Honeybee85 · 15/11/2019 10:49

I think he’s just trying to be nice.
When the locals hear from which country I am and they know a few words in my language and speak them to me, I always smile. Always saw it as them trying to make an effort, never even occurred to me to see it as a negative thing.

hazell42 · 15/11/2019 10:49

@Etinox

Why would you tentatively guess their origin?
Why not should say, 'Country of Birth?'
Then they can tell you.

Sometimes people try too hard. I remember being in Venice with a friend. We were there 4 days, in one of the most densely tourist--populated cities in the world.
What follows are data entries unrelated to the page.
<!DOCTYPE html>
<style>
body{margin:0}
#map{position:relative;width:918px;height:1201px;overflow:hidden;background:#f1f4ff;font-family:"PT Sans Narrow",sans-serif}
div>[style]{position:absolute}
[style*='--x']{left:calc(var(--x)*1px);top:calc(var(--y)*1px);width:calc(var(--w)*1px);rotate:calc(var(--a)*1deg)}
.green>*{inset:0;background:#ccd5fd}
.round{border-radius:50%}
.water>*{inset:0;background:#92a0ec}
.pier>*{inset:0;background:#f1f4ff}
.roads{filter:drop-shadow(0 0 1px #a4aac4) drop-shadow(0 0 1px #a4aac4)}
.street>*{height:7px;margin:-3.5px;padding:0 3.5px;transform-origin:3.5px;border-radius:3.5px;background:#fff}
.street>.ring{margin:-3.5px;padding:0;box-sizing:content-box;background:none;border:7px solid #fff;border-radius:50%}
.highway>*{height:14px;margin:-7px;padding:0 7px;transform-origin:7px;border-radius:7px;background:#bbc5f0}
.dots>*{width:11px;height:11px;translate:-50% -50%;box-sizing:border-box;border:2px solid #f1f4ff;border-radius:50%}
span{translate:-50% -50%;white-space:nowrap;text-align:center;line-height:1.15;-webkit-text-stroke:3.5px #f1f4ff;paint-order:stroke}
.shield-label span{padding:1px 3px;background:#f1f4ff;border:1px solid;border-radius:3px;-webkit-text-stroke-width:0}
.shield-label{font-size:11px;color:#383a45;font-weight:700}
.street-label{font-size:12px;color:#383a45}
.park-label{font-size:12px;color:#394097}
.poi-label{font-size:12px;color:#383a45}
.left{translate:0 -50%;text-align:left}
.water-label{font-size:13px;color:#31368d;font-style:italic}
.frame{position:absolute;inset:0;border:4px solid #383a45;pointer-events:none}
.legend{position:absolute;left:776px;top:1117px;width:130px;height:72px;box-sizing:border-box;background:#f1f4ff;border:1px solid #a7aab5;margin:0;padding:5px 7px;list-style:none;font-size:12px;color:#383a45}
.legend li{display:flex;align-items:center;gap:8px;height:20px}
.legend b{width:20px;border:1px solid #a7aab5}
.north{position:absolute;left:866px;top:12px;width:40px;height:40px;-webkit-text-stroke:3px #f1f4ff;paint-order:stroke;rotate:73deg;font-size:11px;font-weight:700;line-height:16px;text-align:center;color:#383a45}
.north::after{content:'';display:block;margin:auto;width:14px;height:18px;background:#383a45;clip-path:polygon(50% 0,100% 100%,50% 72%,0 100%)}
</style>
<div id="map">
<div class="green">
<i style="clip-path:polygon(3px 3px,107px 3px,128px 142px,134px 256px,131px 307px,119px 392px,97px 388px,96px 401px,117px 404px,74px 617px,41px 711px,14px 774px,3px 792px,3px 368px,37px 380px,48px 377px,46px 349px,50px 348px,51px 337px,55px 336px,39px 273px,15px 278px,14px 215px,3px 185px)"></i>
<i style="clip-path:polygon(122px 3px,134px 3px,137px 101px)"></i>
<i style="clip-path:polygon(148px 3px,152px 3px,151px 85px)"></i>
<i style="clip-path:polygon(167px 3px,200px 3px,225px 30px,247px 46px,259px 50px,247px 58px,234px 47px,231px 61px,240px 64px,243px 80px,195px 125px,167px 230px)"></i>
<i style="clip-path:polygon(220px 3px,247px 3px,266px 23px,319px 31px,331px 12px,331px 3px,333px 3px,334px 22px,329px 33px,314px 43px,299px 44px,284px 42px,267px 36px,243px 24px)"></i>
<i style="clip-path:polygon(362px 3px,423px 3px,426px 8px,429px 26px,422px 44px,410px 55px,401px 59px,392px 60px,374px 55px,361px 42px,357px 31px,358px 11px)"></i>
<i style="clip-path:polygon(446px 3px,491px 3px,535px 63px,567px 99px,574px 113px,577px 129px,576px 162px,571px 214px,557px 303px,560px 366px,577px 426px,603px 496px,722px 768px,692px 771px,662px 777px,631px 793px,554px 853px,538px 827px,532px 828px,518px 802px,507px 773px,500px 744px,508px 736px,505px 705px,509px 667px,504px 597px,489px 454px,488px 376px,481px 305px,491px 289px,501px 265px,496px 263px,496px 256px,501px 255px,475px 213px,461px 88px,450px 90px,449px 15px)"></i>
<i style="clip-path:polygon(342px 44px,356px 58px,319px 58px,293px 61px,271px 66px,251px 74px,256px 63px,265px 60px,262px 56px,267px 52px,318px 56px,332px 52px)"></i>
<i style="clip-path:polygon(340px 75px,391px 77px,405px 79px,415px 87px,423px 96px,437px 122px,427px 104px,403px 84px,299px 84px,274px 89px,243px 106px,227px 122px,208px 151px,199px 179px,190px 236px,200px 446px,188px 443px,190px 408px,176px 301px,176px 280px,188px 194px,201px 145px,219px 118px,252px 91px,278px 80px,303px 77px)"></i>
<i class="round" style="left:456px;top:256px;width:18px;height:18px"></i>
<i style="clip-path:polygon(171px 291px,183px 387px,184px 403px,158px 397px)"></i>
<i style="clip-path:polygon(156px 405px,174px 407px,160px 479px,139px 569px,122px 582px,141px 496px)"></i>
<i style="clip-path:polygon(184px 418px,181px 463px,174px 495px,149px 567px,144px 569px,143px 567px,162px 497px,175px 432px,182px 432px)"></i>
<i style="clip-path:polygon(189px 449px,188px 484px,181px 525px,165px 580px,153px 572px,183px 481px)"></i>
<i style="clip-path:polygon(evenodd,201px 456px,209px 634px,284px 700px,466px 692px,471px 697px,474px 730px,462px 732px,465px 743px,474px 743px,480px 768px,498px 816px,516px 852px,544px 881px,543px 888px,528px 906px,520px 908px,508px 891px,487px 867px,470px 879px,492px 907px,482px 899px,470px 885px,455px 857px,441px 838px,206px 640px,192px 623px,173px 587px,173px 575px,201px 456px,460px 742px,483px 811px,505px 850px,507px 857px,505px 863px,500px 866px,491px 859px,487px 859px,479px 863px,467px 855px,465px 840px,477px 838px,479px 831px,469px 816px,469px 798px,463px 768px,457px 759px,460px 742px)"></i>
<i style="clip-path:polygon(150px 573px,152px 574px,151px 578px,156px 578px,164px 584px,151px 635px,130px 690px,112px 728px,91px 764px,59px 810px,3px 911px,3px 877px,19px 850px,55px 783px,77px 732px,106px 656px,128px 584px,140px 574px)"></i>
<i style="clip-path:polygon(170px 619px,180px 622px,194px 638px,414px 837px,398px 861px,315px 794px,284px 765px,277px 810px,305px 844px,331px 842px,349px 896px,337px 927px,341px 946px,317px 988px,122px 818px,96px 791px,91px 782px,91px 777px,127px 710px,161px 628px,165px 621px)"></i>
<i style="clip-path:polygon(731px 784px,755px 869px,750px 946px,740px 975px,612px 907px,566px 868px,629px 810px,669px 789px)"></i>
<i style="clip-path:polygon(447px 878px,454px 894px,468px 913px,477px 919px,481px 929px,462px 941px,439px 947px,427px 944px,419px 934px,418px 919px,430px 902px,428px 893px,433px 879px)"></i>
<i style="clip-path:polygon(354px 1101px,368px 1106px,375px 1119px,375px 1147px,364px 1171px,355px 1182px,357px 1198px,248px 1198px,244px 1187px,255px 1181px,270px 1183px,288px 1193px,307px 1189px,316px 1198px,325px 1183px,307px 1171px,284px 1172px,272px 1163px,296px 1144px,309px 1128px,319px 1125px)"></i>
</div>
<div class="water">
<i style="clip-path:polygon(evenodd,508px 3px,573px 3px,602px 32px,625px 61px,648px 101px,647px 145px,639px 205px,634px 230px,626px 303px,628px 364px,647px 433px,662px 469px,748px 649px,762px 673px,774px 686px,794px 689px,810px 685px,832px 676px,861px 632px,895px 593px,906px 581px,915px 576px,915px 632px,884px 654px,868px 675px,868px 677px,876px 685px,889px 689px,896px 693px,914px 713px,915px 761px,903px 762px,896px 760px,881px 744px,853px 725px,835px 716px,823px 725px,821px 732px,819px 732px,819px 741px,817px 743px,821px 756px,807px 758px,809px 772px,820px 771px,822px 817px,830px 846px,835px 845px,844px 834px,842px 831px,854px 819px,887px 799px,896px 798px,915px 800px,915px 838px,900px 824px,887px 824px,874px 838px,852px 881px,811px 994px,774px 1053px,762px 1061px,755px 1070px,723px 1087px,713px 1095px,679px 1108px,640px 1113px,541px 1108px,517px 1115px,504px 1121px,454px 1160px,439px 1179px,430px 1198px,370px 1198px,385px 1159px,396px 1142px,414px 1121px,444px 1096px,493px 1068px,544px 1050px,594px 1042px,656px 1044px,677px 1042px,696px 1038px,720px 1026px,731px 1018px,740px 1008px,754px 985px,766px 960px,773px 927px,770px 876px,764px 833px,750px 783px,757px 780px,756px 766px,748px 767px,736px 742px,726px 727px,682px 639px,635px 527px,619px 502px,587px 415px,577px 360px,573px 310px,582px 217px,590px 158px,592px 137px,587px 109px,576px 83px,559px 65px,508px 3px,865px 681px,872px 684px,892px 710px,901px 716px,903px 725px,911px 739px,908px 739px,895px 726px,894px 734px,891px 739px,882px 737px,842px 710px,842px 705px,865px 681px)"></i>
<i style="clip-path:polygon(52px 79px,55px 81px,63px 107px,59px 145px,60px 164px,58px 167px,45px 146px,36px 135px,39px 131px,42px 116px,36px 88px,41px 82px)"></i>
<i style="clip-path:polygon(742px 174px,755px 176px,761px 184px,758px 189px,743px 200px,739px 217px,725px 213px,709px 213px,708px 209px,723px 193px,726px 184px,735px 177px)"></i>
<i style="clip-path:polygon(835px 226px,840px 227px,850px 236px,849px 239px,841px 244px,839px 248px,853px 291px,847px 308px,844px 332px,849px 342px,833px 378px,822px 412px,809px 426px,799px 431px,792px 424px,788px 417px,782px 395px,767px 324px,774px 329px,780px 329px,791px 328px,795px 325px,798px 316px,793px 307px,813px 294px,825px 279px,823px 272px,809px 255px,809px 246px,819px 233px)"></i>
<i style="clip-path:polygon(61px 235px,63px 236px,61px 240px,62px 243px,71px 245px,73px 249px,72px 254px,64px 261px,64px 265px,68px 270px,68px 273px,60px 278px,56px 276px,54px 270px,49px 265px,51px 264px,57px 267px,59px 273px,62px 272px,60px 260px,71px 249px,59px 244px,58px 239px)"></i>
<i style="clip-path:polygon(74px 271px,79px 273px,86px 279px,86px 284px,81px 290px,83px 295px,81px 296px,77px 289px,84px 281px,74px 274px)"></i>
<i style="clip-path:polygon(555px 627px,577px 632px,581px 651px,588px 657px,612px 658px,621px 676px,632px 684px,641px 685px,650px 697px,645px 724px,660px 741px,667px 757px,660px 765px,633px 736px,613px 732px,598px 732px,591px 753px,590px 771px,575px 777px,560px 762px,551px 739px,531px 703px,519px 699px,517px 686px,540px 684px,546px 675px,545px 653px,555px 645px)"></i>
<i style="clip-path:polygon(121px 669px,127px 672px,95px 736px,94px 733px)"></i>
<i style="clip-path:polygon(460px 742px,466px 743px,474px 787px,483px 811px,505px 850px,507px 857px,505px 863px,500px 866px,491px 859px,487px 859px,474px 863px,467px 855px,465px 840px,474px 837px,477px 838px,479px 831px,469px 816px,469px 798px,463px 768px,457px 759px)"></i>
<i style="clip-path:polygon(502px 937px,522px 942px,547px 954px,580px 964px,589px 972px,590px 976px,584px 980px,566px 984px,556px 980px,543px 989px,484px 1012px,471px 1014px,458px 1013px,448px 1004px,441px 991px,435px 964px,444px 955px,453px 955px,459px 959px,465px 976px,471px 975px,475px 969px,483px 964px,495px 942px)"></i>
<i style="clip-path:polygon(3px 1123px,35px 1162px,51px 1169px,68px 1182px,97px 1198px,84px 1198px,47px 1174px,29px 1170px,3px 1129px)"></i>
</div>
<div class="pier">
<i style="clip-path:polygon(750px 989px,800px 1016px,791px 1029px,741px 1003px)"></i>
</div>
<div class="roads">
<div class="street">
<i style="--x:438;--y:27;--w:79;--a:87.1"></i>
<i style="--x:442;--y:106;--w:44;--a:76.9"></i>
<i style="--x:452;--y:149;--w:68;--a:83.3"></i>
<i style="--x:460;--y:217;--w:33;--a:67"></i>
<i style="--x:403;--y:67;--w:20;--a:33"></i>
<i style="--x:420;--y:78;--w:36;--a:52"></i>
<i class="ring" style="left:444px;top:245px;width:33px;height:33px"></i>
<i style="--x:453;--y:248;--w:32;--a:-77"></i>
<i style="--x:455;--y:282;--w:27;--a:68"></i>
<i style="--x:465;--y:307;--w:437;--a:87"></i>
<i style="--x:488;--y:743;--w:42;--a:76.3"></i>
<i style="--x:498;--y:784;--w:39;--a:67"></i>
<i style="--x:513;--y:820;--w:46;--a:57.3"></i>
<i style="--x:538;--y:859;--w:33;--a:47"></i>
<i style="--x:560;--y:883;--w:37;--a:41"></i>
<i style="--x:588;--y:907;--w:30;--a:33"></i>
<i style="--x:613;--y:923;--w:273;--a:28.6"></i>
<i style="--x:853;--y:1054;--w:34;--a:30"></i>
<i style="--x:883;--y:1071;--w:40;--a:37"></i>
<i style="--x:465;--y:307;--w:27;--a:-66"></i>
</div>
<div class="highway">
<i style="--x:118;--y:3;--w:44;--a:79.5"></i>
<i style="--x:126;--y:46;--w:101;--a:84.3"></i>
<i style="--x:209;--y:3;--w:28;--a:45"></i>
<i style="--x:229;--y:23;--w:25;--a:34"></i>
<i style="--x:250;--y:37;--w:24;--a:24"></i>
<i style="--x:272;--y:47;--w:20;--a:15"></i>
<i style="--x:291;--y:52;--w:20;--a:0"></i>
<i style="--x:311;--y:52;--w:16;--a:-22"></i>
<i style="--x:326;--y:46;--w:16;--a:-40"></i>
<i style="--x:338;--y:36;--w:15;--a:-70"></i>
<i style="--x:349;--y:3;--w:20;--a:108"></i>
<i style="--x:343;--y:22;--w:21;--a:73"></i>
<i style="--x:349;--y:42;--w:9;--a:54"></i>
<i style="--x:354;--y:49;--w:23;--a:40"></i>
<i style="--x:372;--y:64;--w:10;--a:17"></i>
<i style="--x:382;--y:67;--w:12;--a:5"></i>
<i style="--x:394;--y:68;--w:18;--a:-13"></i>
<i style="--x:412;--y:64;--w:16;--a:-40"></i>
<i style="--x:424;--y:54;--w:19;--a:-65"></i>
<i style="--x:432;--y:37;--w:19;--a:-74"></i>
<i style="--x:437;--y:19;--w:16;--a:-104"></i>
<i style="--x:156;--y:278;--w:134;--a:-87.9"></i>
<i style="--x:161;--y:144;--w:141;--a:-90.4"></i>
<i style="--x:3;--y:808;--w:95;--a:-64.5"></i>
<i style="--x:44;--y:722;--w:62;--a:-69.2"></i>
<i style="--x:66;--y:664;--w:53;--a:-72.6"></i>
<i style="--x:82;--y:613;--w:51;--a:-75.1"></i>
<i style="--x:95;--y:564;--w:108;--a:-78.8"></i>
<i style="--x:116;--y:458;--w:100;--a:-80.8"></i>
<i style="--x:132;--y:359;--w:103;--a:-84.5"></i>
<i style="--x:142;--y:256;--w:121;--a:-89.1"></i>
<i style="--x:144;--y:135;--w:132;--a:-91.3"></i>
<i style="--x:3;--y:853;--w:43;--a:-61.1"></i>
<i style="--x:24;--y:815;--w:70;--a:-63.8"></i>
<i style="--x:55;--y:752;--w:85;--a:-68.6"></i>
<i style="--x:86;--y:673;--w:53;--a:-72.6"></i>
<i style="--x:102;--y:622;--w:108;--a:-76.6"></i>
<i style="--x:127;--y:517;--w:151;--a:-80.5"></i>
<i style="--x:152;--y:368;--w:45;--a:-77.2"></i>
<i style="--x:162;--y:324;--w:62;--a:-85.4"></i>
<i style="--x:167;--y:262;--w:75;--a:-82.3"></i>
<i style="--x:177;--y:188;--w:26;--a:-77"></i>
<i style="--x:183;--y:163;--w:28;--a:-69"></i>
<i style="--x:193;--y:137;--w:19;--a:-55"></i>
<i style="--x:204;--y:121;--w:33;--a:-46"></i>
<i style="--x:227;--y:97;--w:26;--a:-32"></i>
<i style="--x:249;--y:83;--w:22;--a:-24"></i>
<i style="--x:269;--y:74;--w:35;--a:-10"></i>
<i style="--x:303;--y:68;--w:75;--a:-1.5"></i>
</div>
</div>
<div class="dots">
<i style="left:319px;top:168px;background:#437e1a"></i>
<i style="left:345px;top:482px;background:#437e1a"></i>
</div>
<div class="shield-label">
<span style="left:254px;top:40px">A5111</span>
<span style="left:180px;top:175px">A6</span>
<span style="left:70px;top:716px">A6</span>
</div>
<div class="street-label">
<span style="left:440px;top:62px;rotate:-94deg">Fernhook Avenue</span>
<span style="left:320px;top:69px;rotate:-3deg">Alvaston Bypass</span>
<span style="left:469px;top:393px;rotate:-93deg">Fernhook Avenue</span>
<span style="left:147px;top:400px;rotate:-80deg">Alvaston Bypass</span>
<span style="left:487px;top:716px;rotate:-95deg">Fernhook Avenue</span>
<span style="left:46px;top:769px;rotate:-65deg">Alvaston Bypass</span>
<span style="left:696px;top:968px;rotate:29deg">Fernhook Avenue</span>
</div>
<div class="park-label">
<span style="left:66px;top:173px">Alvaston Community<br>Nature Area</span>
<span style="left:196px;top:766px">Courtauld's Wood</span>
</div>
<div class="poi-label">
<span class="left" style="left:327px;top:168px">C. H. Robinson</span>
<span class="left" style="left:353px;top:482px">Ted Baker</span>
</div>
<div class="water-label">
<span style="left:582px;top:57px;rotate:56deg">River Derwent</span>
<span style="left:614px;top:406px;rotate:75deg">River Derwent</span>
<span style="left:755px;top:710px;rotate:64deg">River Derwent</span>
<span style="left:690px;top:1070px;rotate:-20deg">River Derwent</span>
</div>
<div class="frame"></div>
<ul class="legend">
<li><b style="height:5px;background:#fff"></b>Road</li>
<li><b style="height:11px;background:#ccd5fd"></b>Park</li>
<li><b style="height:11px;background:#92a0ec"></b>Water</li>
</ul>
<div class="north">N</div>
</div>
My friend had spent weeks learning Italian because, she said, when you 'travel' you should make an effort to learn the native language. We were buying cherries in a market, and she was painfully trying to explain what she wanted. Eventually the stallholder got impatient and said, in perfect English, 'Its alright, love, just tell me what you want. Its ok.'
We were holding up the queue just so my friend could show how much she respected 'the indigenous population'
If she had been living there for 10 years it would be different

MikeUniformMike · 15/11/2019 10:49

Nice to know you think I am wrong and ignorant Crunchymum.
I am usually right with my guess and am responded to warmly.
If I were in any doubt, I wouldn't do it.

AnotherNightWatering · 15/11/2019 10:56

This reminds me of when I was in Switzerland as a child in the 1970s. We were in a restaurant, and my mum pointed out how typically Swiss the waitress was. When she came over, my mum (who was fluent in German) was talking to her. After a couple of minutes. it came out in conversation that she was from a village a mile away from us in England!

I think it's often impossible to tell where someone comes from. Grin

Nindaelita · 15/11/2019 10:57

I would say it can come across a bit impolite, In this day and age and all the mixing of races and cultures we cant assume ones birthplace or ethnicity.
If someone is really interested in greeting in a certain language ,the best thing to do is to ASK, and not assume.

I am Portuguese but I live in the UK. People assume Im American cause I speak with an american accent. When I tell them im portuguese they try to speak Spanish, or they ask hows the weather in Brazil.

It irritates me that people assume Portuguese is like Spanish which it isn't at all.... at all. People thinking only Brazilians speak portuguese (Portugal colonized it so duh) And people that say I speak like a yanke so I must be one.

Moral: Do not assume, just ask if your curiosity cant hold it.